▸ **PROBLEM**:
Needed from the entries below: every line that holds the word "lineWidth".

▸ **DATA UNDER STUDY**:
::::::::

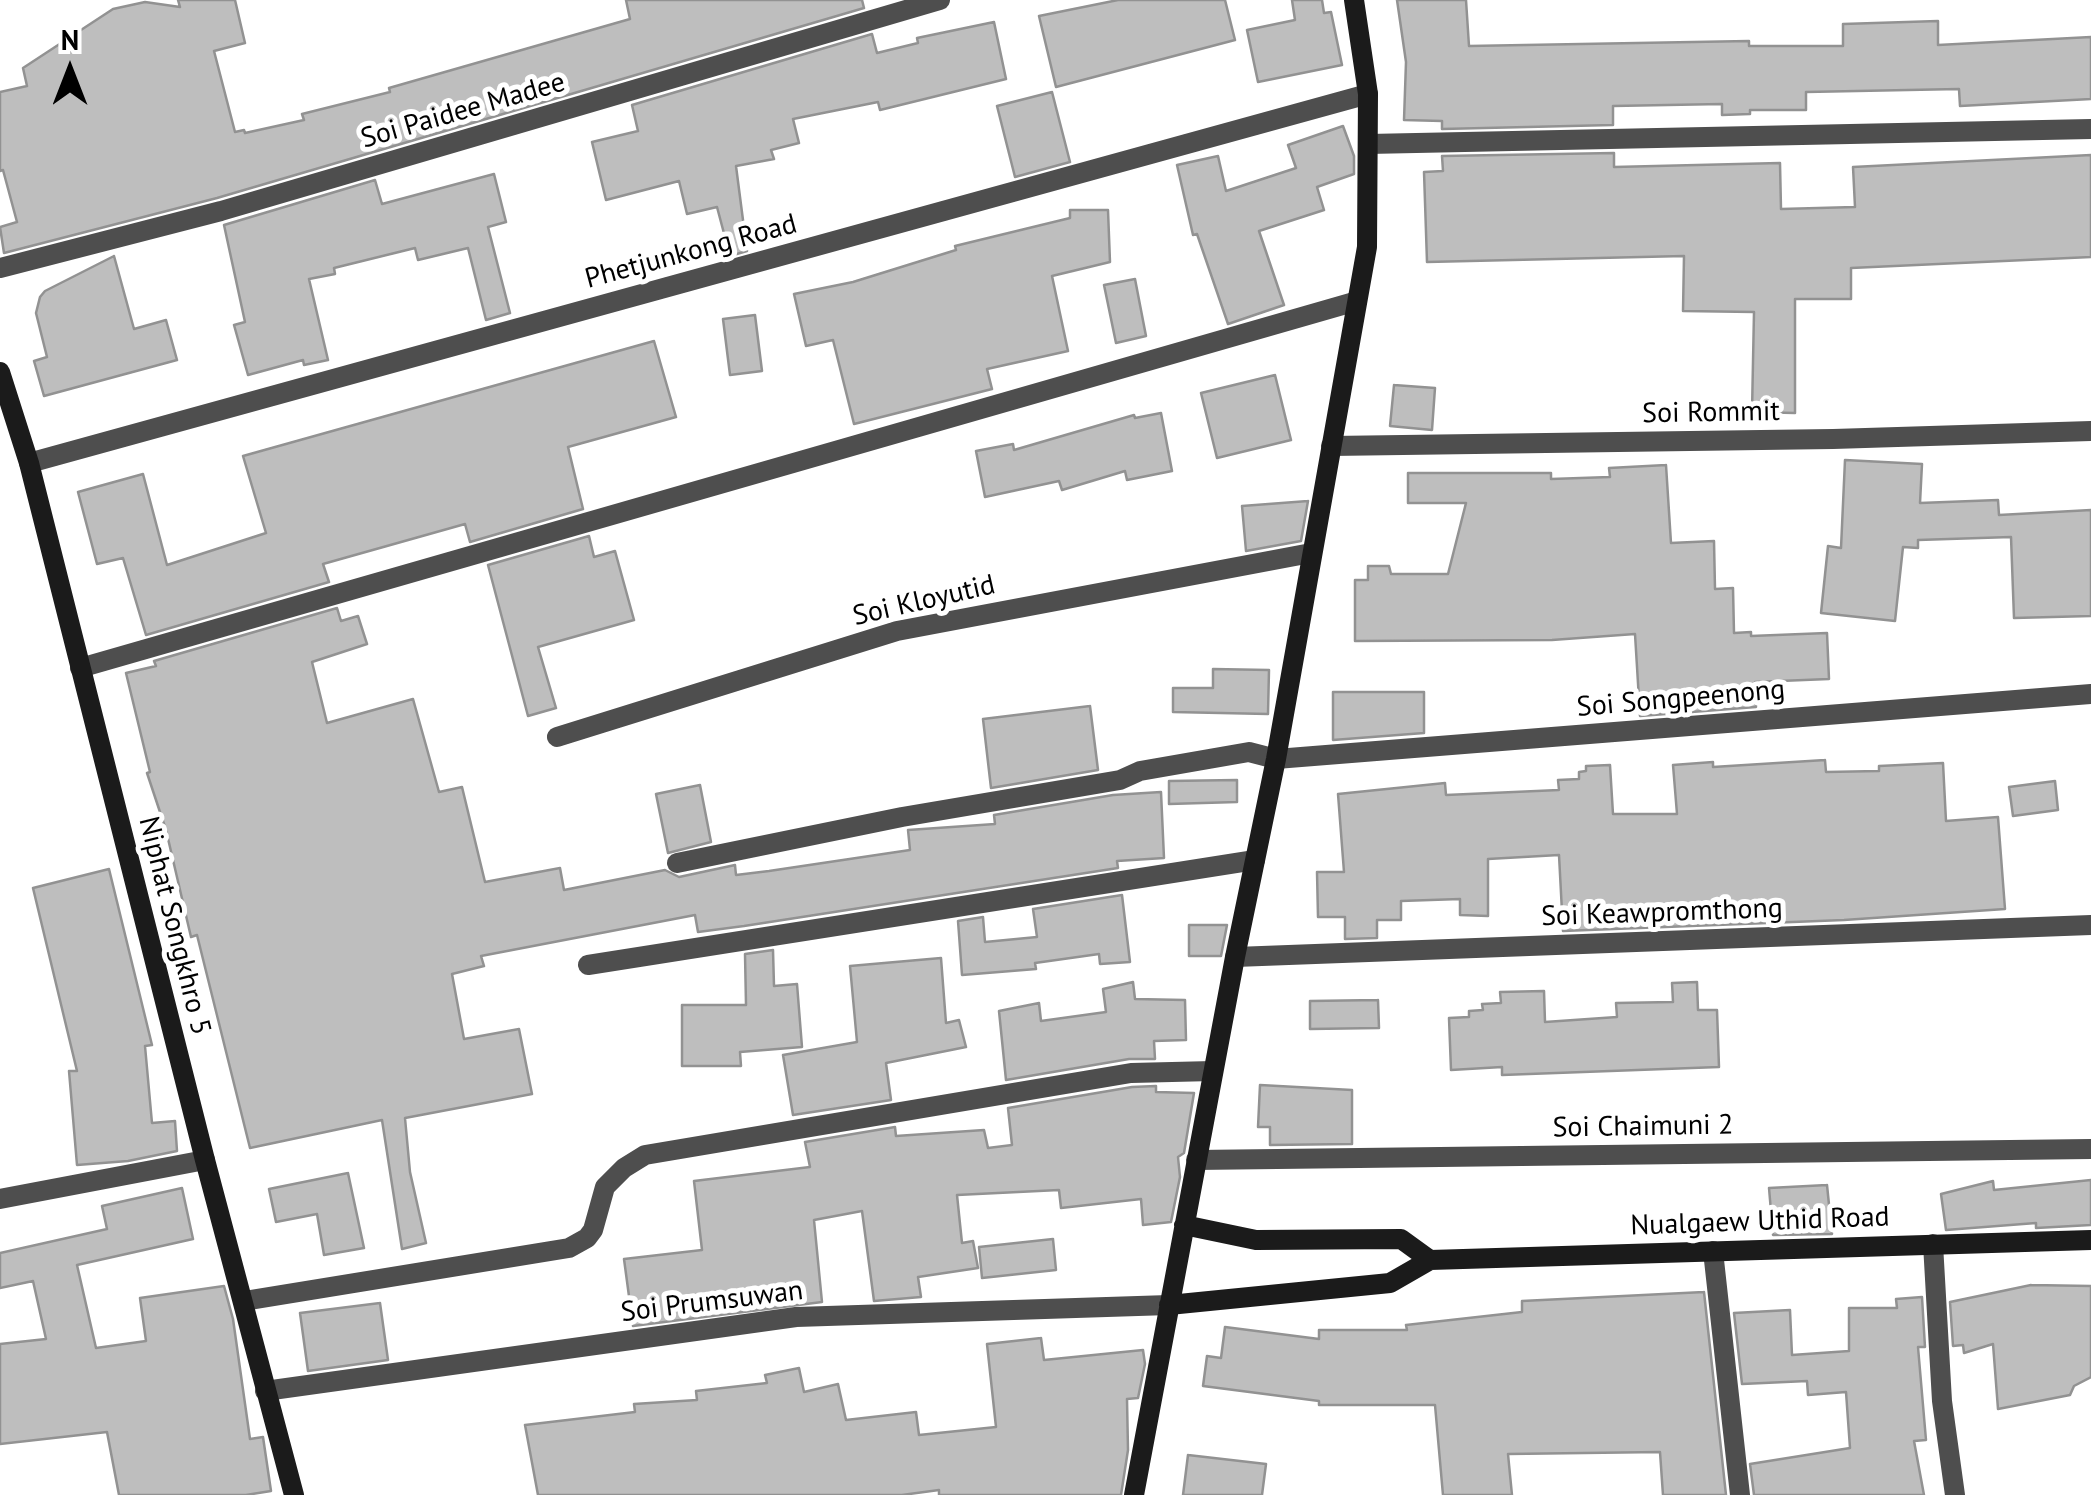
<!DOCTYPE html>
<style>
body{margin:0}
#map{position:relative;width:2091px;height:1495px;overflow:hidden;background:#fff;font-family:"PT Sans",sans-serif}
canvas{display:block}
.north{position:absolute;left:20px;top:20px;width:100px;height:100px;-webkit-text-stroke:8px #fff;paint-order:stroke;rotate:0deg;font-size:28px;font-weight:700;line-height:40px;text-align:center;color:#000}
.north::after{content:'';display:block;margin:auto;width:35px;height:45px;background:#000;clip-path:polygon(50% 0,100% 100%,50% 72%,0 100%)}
</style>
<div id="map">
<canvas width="2091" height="1495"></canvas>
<div class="north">N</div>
</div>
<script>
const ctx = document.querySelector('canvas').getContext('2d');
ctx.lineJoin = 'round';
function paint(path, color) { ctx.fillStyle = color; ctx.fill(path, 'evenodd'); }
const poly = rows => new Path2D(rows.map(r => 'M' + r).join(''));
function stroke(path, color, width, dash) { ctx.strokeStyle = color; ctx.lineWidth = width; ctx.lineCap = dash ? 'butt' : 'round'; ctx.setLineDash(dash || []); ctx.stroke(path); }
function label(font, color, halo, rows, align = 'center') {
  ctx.font = font + ' "PT Sans",sans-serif'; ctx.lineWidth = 10; ctx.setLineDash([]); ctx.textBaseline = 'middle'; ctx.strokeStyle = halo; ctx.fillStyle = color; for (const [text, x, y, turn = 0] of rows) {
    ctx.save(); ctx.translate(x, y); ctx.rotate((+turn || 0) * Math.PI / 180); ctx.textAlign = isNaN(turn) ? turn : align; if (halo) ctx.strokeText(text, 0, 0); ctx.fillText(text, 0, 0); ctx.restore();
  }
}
const building = poly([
 [178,0,235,0,245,43,214,51,235,132,244,130,245,133,304,120,302,114,390,92,389,88,630,19,626,0,862,0,864,8,217,198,4,253,0,227,17,222,3,170,0,171,0,92,27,86,23,68,113,9,145,2,180,7,178,0],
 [1118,0,1225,0,1235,40,1056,87,1039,16,1118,0],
 [1292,0,1322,0,1324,13,1331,12,1342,65,1258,82,1247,30,1295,20,1292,0],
 [1397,0,1466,0,1469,46,1749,41,1749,46,1843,46,1843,24,1938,21,1938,45,2091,37,2091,99,1960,106,1959,89,1806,92,1806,110,1750,110,1750,114,1722,115,1722,104,1613,106,1613,125,1442,129,1442,121,1404,120,1406,62,1397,0],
 [994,22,1006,79,880,110,878,102,793,119,799,143,771,150,774,159,736,166,747,251,730,256,717,207,687,214,679,181,606,200,592,142,638,131,632,105,872,34,877,53,918,43,917,38,994,22],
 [1052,92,1070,162,1015,177,997,106,1052,92],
 [1343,126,1354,156,1354,174,1317,187,1324,210,1259,231,1284,305,1228,324,1197,234,1193,235,1177,165,1218,156,1226,191,1296,168,1288,145,1343,126],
 [1614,153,1614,167,1780,163,1781,209,1855,207,1853,167,2091,155,2091,257,1851,268,1851,299,1795,299,1795,413,1752,412,1754,312,1683,311,1684,256,1427,262,1424,172,1443,171,1442,156,1614,153],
 [494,174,506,222,488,227,510,313,486,320,468,248,418,260,415,248,334,268,335,274,309,279,328,360,304,365,303,360,248,375,234,325,245,322,224,225,375,180,382,204,494,174],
 [1070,210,1108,210,1110,262,1052,276,1068,351,987,369,992,389,854,424,833,340,806,346,794,294,853,282,956,250,955,246,1070,218,1070,210],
 [114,256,134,329,166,320,177,360,44,396,34,361,47,357,36,313,40,297,45,291,114,256],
 [1135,279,1146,336,1116,343,1104,285,1135,279],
 [755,315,762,371,730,375,723,319,755,315],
 [654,341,676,417,568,447,583,509,470,542,465,524,323,564,329,582,146,635,123,558,97,564,78,492,143,474,167,565,266,533,243,456,654,341],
 [1275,375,1291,440,1217,458,1201,393,1275,375],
 [1394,385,1435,388,1432,430,1390,426,1394,385],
 [1161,413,1172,471,1127,480,1125,471,1062,490,1059,481,985,497,976,451,1013,444,1014,450,1134,415,1135,418,1161,413],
 [1845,460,1922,464,1920,503,1998,500,1999,515,2091,510,2091,616,2014,618,2011,537,1918,540,1918,548,1903,547,1895,621,1821,613,1828,546,1841,548,1845,460],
 [1666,465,1671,543,1714,541,1715,589,1733,588,1734,633,1751,632,1751,636,1827,633,1829,679,1755,682,1756,707,1640,716,1635,634,1552,640,1355,641,1355,580,1368,580,1368,566,1389,566,1391,574,1448,574,1466,503,1408,503,1408,473,1551,473,1551,479,1610,477,1609,468,1666,465],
 [1308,501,1301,541,1246,551,1242,506,1308,501],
 [589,536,594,557,615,551,634,620,538,647,556,708,528,716,488,565,589,536],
 [337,608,341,621,358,616,367,644,312,662,327,723,413,699,439,792,462,787,485,882,560,868,564,890,665,870,679,877,735,865,736,875,769,871,910,850,908,830,995,824,994,815,1113,795,1161,792,1164,858,1117,861,1118,868,744,926,698,932,695,915,481,956,484,966,452,974,464,1039,519,1029,532,1094,405,1118,410,1172,426,1243,402,1249,382,1120,250,1148,197,935,191,937,166,830,147,773,150,772,126,673,156,666,154,661,337,608],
 [1213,669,1269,670,1268,714,1173,712,1173,688,1213,688,1213,669],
 [1333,692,1424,692,1424,733,1333,740,1333,692],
 [1090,706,1098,770,991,788,983,719,1090,706],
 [1825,760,1826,772,1879,771,1879,766,1943,763,1946,821,1998,817,2005,909,1844,920,1563,931,1559,855,1488,859,1488,916,1460,915,1460,899,1401,901,1401,920,1377,920,1377,938,1345,939,1345,917,1318,917,1317,872,1344,872,1338,794,1445,783,1446,795,1559,790,1558,780,1579,779,1579,772,1586,771,1586,766,1610,765,1613,814,1677,814,1673,765,1713,762,1713,767,1825,760],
 [1237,780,1237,802,1169,804,1169,781,1237,780],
 [2055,781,2058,810,2013,816,2009,787,2055,781],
 [700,785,711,842,668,853,656,794,700,785],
 [109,869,152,1045,145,1046,152,1123,175,1121,177,1151,128,1161,77,1165,69,1071,77,1071,33,888,109,869],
 [1122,895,1130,962,1100,964,1099,954,1035,963,1036,969,962,975,958,921,983,917,985,942,1037,937,1033,909,1122,895],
 [1189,925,1227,925,1221,956,1189,956,1189,925],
 [773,950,774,986,797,984,802,1047,740,1052,741,1066,682,1066,682,1005,746,1005,745,954,773,950],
 [941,958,946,1023,959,1020,966,1047,886,1063,891,1100,793,1115,783,1055,857,1042,850,966,941,958],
 [1133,982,1135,999,1185,1000,1186,1040,1154,1041,1155,1059,1129,1059,1006,1080,999,1011,1039,1003,1041,1021,1106,1012,1103,989,1133,982],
 [1697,982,1698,1010,1717,1010,1719,1067,1502,1075,1502,1067,1451,1070,1449,1018,1469,1017,1469,1011,1483,1010,1482,1004,1501,1003,1500,992,1544,991,1545,1022,1617,1017,1616,1003,1673,1002,1672,983,1697,982],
 [1378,1000,1379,1028,1310,1029,1310,1001,1378,1000],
 [1260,1085,1352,1090,1352,1144,1270,1145,1270,1127,1258,1127,1260,1085],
 [1156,1086,1156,1092,1194,1093,1184,1153,1178,1157,1180,1177,1171,1222,1143,1225,1141,1199,1061,1208,1059,1190,957,1195,962,1243,973,1241,978,1268,918,1277,921,1297,874,1301,862,1211,814,1220,822,1302,633,1326,624,1259,702,1250,694,1181,810,1167,805,1142,895,1127,896,1136,984,1130,988,1148,1012,1145,1008,1108,1132,1087,1156,1086],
 [348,1173,364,1248,324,1255,317,1214,276,1222,269,1189,348,1173],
 [2091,1180,2091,1225,2036,1228,2036,1223,1946,1230,1941,1194,1993,1181,1994,1190,2091,1180],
 [1827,1185,1832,1234,1773,1235,1769,1188,1827,1185],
 [182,1188,193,1239,77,1265,96,1348,146,1341,140,1298,224,1286,233,1319,250,1439,263,1437,271,1491,246,1495,119,1495,107,1432,0,1444,0,1344,46,1339,33,1281,0,1288,0,1253,107,1229,102,1206,182,1188],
 [1053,1239,1056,1270,982,1278,979,1247,1053,1239],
 [2031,1285,2091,1286,2091,1377,2074,1386,2070,1395,1998,1409,1993,1344,1964,1353,1963,1345,1953,1346,1950,1302,2031,1285],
 [1704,1292,1726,1495,1663,1495,1660,1452,1508,1454,1512,1495,1443,1495,1435,1405,1319,1405,1319,1401,1203,1386,1207,1356,1221,1358,1225,1327,1319,1339,1319,1330,1407,1330,1406,1325,1522,1312,1522,1301,1704,1292],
 [1922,1297,1925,1347,1918,1347,1926,1440,1914,1441,1924,1495,1754,1495,1750,1464,1850,1448,1846,1392,1808,1395,1807,1381,1742,1384,1734,1313,1790,1310,1792,1355,1849,1351,1849,1308,1897,1308,1896,1299,1922,1297],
 [380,1303,388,1360,308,1371,300,1313,380,1303],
 [1041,1338,1044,1360,1143,1350,1145,1364,1138,1398,1127,1399,1128,1450,1121,1495,939,1495,939,1490,902,1495,538,1495,525,1425,635,1412,634,1404,697,1400,696,1391,767,1383,765,1375,799,1368,804,1392,838,1384,846,1420,916,1412,919,1435,996,1427,987,1344,1041,1338],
 [1188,1455,1266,1464,1262,1495,1183,1495,1188,1455]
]);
const street = poly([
 [1368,144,2091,129],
 [0,268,221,211,940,0],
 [1331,446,1833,439,2091,431],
 [29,463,1368,94],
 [80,668,1357,301],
 [557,737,897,631,1311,553],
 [677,863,902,817,1120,780,1140,771,1249,752,1276,759,2091,694],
 [1235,957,2091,925],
 [588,965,1255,860],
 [1196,1160,2091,1149],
 [0,1199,205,1160],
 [1933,1244,1942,1401,1955,1495],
 [1713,1251,1740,1495],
 [244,1301,569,1248,587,1238,593,1230,605,1187,624,1168,645,1155,1131,1073,1213,1071],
 [265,1391,796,1317,1169,1305]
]);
const secondary = poly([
 [0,372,29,463,205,1160,294,1495],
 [1184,1225,1256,1240,1401,1239,1430,1260],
 [1169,1305,1390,1283,1430,1260,2091,1240],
 [1134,1495,1235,957,1276,759,1367,247,1368,94,1354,0]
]);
const streetNames = [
 ["Soi Paidee Madee",463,111,-16],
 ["Phetjunkong Road",691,252,-15],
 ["Soi Rommit",1711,413,-1],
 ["Soi Kloyutid",924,601,-13],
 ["Soi Songpeenong",1681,699,-5],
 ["Soi Keawpromthong",1662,913,-2],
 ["Niphat Songkhro 5",174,926,76],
 ["Soi Chaimuni 2",1643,1127,-1],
 ["Nualgaew Uthid Road",1760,1222,-2],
 ["Soi Prumsuwan",712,1302,-7]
];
paint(building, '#bebebe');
stroke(building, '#929292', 2.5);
stroke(street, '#4e4e4e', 20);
stroke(secondary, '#1b1b1b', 20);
label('28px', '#000', '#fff', streetNames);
</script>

::::::::

▸ **RESPONSE AREA**:
function stroke(path, color, width, dash) { ctx.strokeStyle = color; ctx.lineWidth = width; ctx.lineCap = dash ? 'butt' : 'round'; ctx.setLineDash(dash || []); ctx.stroke(path); }
  ctx.font = font + ' "PT Sans",sans-serif'; ctx.lineWidth = 10; ctx.setLineDash([]); ctx.textBaseline = 'middle'; ctx.strokeStyle = halo; ctx.fillStyle = color; for (const [text, x, y, turn = 0] of rows) {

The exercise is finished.